Erratum Plagues Quad-Core Opterons, Phenoms

← Back to Stories (view on slashdot.org)

Erratum Plagues Quad-Core Opterons, Phenoms

Posted by kdawson on Tuesday December 4, 2007 @11:43AM from the correct-or-fast-choose-at-most-one dept.

theraindog writes "Errata are not uncommon with new processors, but a problem with the TLB logic in AMD's quad-core Opteron and Phenom processors appears to be quite serious. The erratum is so severe that AMD has issued a 'stop ship' order on all quad-core Opterons. AMD has also blamed this bug for the delay of the 2.4GHz Phenom, despite the fact that the erratum is unrelated to clock speed. A BIOS-based workaround for the issue has been made available to motherboard makers, but it apparently carries a 10-20% performance penalty. What's more disturbing is that AMD knew of the erratum and the potential performance hit associated with fixing it before it launched the Phenom processor. Hardware provided to the press for reviews did not include the fix, conveniently overstating Phenom performance."

11 of 226 comments (clear)

Min score:

Reason:

Sort:

What??? by GregPK · 2007-12-04 11:47 · Score: 5, Informative

I'm a geek an all. But, I've never heard of erratum.
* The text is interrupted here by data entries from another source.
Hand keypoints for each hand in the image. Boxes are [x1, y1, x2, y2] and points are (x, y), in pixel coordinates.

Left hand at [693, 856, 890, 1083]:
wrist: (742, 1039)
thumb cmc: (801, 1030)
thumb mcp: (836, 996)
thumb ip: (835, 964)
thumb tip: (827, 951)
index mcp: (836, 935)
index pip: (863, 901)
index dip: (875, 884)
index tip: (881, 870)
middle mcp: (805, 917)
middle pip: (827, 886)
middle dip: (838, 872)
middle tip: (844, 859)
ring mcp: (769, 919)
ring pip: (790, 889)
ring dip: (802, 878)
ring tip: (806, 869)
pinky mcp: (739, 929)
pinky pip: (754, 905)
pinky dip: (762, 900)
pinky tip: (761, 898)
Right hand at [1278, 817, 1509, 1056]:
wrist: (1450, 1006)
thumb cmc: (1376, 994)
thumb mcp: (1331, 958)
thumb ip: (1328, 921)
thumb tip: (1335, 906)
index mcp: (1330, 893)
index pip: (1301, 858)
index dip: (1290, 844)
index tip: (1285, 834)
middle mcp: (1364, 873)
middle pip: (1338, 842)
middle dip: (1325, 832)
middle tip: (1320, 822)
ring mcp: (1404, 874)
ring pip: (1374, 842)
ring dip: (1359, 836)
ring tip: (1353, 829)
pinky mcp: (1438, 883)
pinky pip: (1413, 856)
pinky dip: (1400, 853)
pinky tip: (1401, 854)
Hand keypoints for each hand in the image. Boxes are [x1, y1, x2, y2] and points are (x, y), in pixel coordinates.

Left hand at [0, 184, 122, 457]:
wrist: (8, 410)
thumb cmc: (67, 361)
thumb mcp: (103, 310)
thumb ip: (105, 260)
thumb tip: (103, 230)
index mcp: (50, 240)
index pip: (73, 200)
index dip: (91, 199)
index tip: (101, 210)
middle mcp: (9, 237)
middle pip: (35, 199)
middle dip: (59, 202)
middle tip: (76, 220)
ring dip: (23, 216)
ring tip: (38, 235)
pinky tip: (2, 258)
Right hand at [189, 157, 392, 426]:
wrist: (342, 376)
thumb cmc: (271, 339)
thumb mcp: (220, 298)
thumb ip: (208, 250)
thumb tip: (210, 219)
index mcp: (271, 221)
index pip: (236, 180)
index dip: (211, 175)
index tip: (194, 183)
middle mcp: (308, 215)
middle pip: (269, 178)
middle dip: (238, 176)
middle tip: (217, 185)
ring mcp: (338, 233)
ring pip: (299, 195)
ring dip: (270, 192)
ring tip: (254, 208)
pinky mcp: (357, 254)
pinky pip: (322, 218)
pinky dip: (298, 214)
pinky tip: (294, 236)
But dictionary.com is your friend.

Design errors and mistakes in a CPU's hardwired microcode may also be referred to as an erratum. One well publicised example is Intel's "flag" erratum in early Pentium Pro processors. This made the conversion of floating point numbers to integers unreliable due to an exception not being signaled under certain conditions.
1. Re:What??? by nuzak · 2007-12-04 12:08 · Score: 4, Informative
  
  Erratum is singular. Errata is plural.
  
  The conventional terms used for erratum, however, are usually "error" or "bug".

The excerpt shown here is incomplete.